EXERCISE DETAILS: Your answer must be an exact copy of the entries below, with every picture removed.

Stored data entries

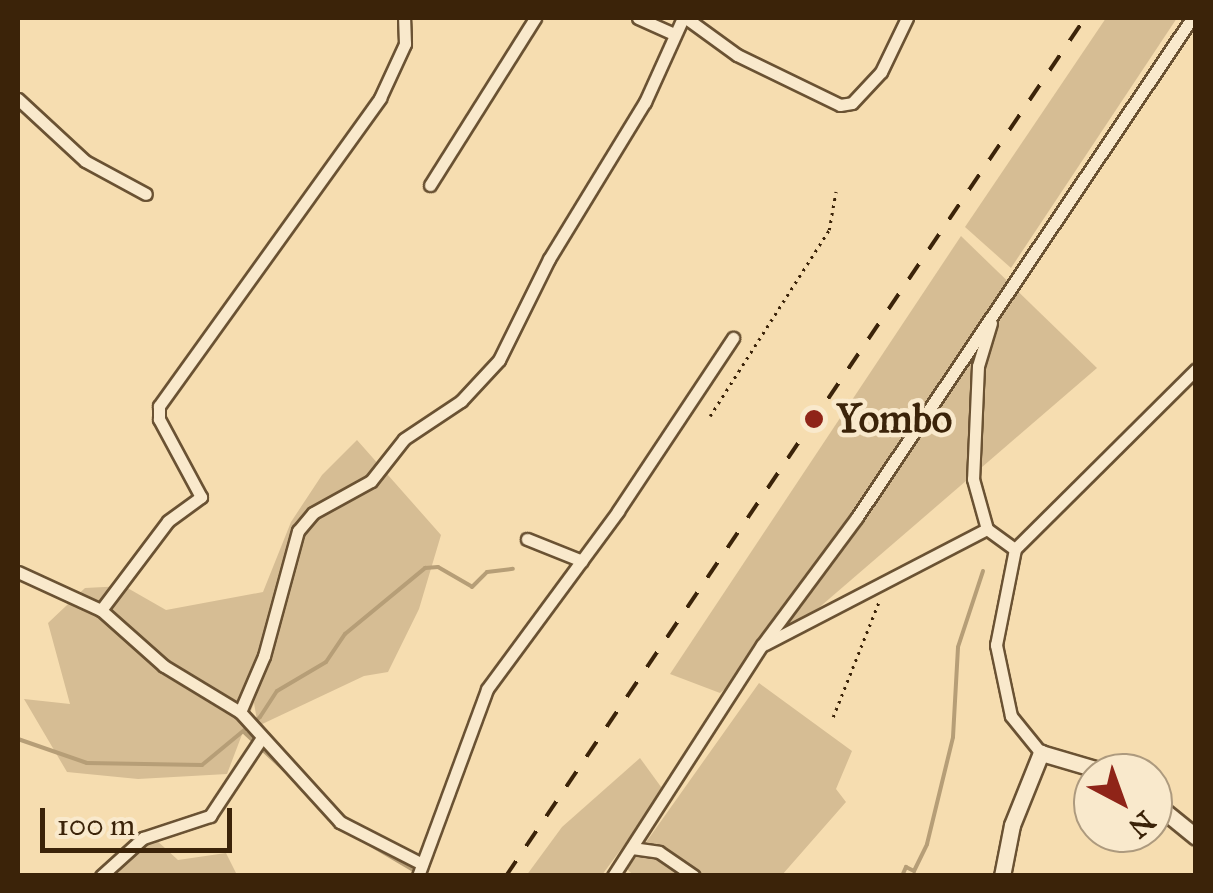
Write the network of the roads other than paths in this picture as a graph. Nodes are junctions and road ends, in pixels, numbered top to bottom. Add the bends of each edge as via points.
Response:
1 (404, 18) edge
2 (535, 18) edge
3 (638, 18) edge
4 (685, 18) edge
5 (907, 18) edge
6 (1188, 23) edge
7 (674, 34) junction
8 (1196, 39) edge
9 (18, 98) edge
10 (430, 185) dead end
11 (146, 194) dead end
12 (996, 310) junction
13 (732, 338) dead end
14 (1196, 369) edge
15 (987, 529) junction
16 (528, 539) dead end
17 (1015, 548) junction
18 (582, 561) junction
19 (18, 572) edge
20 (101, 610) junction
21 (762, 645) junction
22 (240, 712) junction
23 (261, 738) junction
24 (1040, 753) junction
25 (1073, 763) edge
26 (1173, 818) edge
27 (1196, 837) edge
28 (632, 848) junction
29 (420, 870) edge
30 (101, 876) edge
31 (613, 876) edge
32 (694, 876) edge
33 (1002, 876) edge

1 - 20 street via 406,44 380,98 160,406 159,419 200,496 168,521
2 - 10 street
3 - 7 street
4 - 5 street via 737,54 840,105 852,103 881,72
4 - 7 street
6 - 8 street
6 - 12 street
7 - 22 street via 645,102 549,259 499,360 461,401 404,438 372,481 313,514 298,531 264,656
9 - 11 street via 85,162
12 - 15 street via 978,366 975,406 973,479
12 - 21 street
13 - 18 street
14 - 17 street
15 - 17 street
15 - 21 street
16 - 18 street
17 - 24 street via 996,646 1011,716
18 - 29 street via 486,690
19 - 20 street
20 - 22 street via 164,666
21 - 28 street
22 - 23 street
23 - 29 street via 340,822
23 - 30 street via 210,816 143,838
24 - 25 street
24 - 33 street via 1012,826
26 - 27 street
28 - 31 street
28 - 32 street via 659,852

EXERCISE RESPONSE:
Write the network of the roads other than paths in this picture as a graph. Nodes are junctions and road ends, in pixels, numbered top to bottom. Add the bends of each edge as via points.
Response:
1 (404, 18) edge
2 (535, 18) edge
3 (638, 18) edge
4 (685, 18) edge
5 (907, 18) edge
6 (1188, 23) edge
7 (674, 34) junction
8 (1196, 39) edge
9 (18, 98) edge
10 (430, 185) dead end
11 (146, 194) dead end
12 (996, 310) junction
13 (732, 338) dead end
14 (1196, 369) edge
15 (987, 529) junction
16 (528, 539) dead end
17 (1015, 548) junction
18 (582, 561) junction
19 (18, 572) edge
20 (101, 610) junction
21 (762, 645) junction
22 (240, 712) junction
23 (261, 738) junction
24 (1040, 753) junction
25 (1073, 763) edge
26 (1173, 818) edge
27 (1196, 837) edge
28 (632, 848) junction
29 (420, 870) edge
30 (101, 876) edge
31 (613, 876) edge
32 (694, 876) edge
33 (1002, 876) edge

1 - 20 street via 406,44 380,98 160,406 159,419 200,496 168,521
2 - 10 street
3 - 7 street
4 - 5 street via 737,54 840,105 852,103 881,72
4 - 7 street
6 - 8 street
6 - 12 street
7 - 22 street via 645,102 549,259 499,360 461,401 404,438 372,481 313,514 298,531 264,656
9 - 11 street via 85,162
12 - 15 street via 978,366 975,406 973,479
12 - 21 street
13 - 18 street
14 - 17 street
15 - 17 street
15 - 21 street
16 - 18 street
17 - 24 street via 996,646 1011,716
18 - 29 street via 486,690
19 - 20 street
20 - 22 street via 164,666
21 - 28 street
22 - 23 street
23 - 29 street via 340,822
23 - 30 street via 210,816 143,838
24 - 25 street
24 - 33 street via 1012,826
26 - 27 street
28 - 31 street
28 - 32 street via 659,852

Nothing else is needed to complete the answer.